▸ What you have to do
Within the records below, filter for lines carrying the word "pinky" and copy them.

Exercise materials: Begin

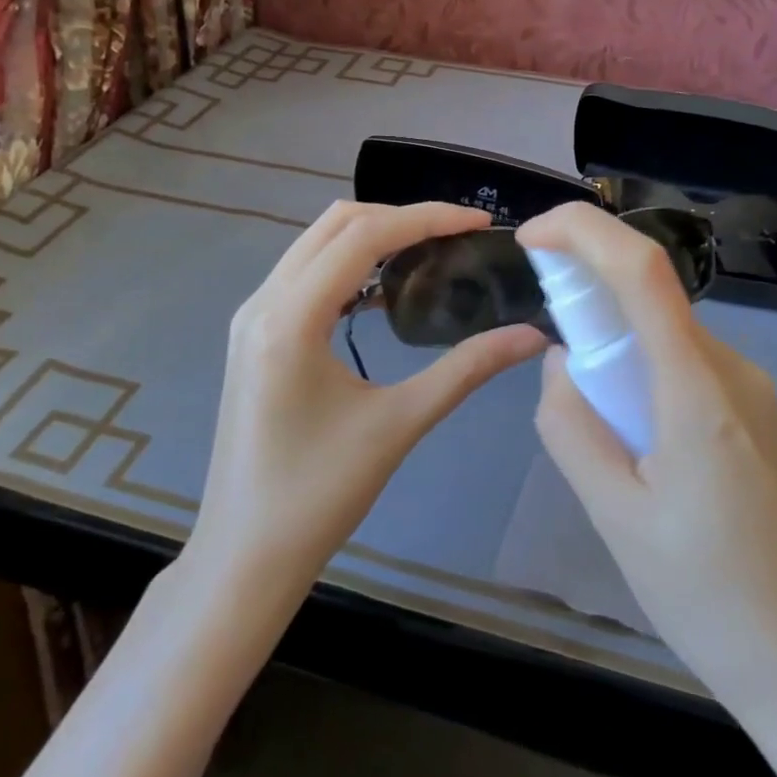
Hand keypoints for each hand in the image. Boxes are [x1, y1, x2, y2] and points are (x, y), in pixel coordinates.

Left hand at [188, 201, 545, 608]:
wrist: (244, 557)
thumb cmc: (318, 497)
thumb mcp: (399, 425)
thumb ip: (466, 370)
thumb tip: (532, 336)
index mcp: (289, 318)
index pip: (364, 236)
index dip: (427, 219)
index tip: (479, 222)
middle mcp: (262, 302)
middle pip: (336, 224)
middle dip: (401, 218)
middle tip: (458, 234)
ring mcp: (251, 317)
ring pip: (316, 243)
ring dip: (373, 236)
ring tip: (430, 251)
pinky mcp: (253, 335)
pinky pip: (305, 273)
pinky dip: (348, 264)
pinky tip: (385, 290)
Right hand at [518, 204, 776, 722]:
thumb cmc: (710, 598)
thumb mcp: (616, 517)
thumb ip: (572, 427)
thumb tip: (561, 363)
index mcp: (697, 388)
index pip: (642, 269)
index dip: (583, 230)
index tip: (532, 236)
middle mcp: (735, 370)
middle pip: (652, 298)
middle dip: (590, 301)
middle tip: (555, 364)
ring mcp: (757, 393)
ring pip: (669, 338)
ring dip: (618, 351)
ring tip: (603, 434)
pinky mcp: (765, 419)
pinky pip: (692, 370)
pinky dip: (648, 377)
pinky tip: (644, 449)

Exercise materials: End

▸ Solved problem
pinky mcp: (253, 335)
pinky pip: (305, 273)
pinky dip: (348, 264)
pinky tip: (385, 290)
pinky mcp: (765, 419)
pinky pip: (692, 370)
pinky dip: (648, 377)
pinky tip: (644, 449)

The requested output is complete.